The camera’s horizontal field of view (C-HFOV) is computed as the angle between a vector from the entrance pupil to extreme point #1 (corresponding to the maximum x-value) and a vector from the entrance pupil to extreme point #2 (corresponding to the minimum x-value). This computed C-HFOV is greater than the nominal 28.35 degree horizontal angle of view (computed from the Seek Thermal’s 36 degree diagonal angle of view) used to position the camera. The reason for different values is due to the geometry of the reflector. It is important to go through this process, as merely using the incident rays on the reflector’s surface does not account for the locus of viewpoints as described above. The catadioptric system’s horizontal field of view (CS-HFOV) follows as the angle between the same incident rays just described.
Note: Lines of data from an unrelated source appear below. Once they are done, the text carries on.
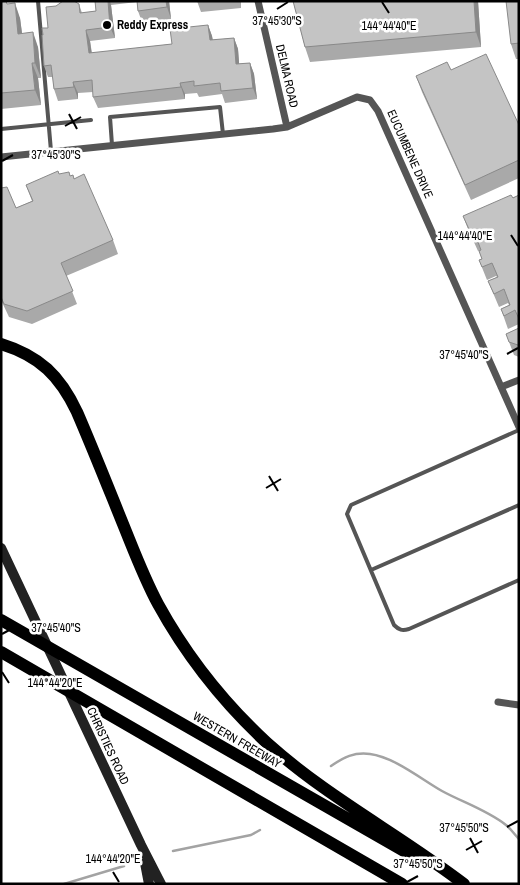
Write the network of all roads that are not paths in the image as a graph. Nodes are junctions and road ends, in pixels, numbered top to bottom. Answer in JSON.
{"nodes":[{"id":1,"x":38,"y":1,"type":"edge"},
{"id":2,"x":258,"y":1,"type":"edge"},
{"id":3,"x":91,"y":120,"type":"dead end"},
{"id":4,"x":48,"y":123,"type":"junction"},
{"id":5,"x":287,"y":126,"type":"junction"},
{"id":6,"x":1,"y":129,"type":"edge"},
{"id":7,"x":223,"y":134,"type":"junction"},
{"id":8,"x":112,"y":145,"type":"junction"},
{"id":9,"x":51,"y":152,"type":"junction"},
{"id":10,"x":1,"y":156,"type":"edge"},
{"id":11,"x":1,"y":344,"type":"edge"},
{"id":12,"x":519,"y":380,"type":"edge"},
{"id":13,"x":501,"y":387,"type":"junction"},
{"id":14,"x":519,"y":428,"type":"edge"},
{"id":15,"x":519,"y":505,"type":"edge"},
{"id":16,"x":1,"y":548,"type":"edge"},
{"id":17,"x":371,"y":570,"type":"junction"},
{"id":18,"x":519,"y":580,"type":"edge"},
{"id":19,"x":1,"y":620,"type":"edge"},
{"id":20,"x":1,"y":652,"type":"edge"},
{"id":21,"x":498,"y":702,"type":"dead end"},
{"id":22,"x":519,"y":705,"type":"edge"},
{"id":23,"x":141,"y":845,"type":"junction"},
{"id":24,"x":149,"y":884,"type":"edge"},
{"id":25,"x":161,"y":884,"type":"edge"},
{"id":26,"x":402,"y":884,"type":"edge"},
{"id":27,"x":459,"y":884,"type":"edge"},
{"id":28,"x":464,"y":884,"type":"edge"}],
"edges":[{"from":1,"to":4,"type":"lane"},
{"from":2,"to":5,"type":"street","name":"DELMA ROAD"},
{"from":3,"to":4,"type":"lane"},
{"from":4,"to":6,"type":"lane"},
{"from":4,"to":9,"type":"lane"},
{"from":5,"to":7,"type":"street","name":"EUCUMBENE DRIVE"},
{"from":5,"to":13,"type":"street","name":"EUCUMBENE DRIVE"},
{"from":7,"to":8,"type":"street","name":"EUCUMBENE DRIVE"},
{"from":7,"to":8,"type":"lane"},
{"from":8,"to":9,"type":"street","name":"EUCUMBENE DRIVE"},
{"from":9,"to":10,"type":"street","name":"EUCUMBENE DRIVE"},
{"from":11,"to":28,"type":"highway"},
{"from":12,"to":13,"type":"street"},
{"from":13,"to":14,"type":"street","name":"EUCUMBENE DRIVE"},
{"from":14,"to":17,"type":"lane"},
{"from":15,"to":17,"type":"lane"},
{"from":16,"to":23,"type":"main road","name":"CHRISTIES ROAD"},
{"from":17,"to":18,"type":"lane"},
{"from":19,"to":27,"type":"highway","name":"WESTERN FREEWAY"},
{"from":20,"to":26,"type":"highway"},
{"from":21,"to":22,"type":"street"},
{"from":23,"to":24,"type":"main road","name":"CHRISTIES ROAD"},
{"from":23,"to":25,"type":"main road","name":"CHRISTIES ROAD"}]}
We conclude that this must be the CS-HFOV by visual inspection of the combined plot of caustic and corresponding reflector surfaces. There are no other incident rays with a wider field of view that reflect off of the mirror and enter the pupil.

We compute the catadioptric system’s vertical field of view (CS-VFOV) as the angle between incident rays on the top and bottom of the mirror surface. These incident rays are found by searching along elliptical contours on the top and the bottom of the reflector surface in 5-degree increments until incident rays that reach the pupil are found. This also helps to trim the surface by removing unnecessary curvature that cannot be viewed from each pupil location. Moreover, this procedure does not change any characteristics of the mirror, but instead defines the CS-VFOV from our model definition.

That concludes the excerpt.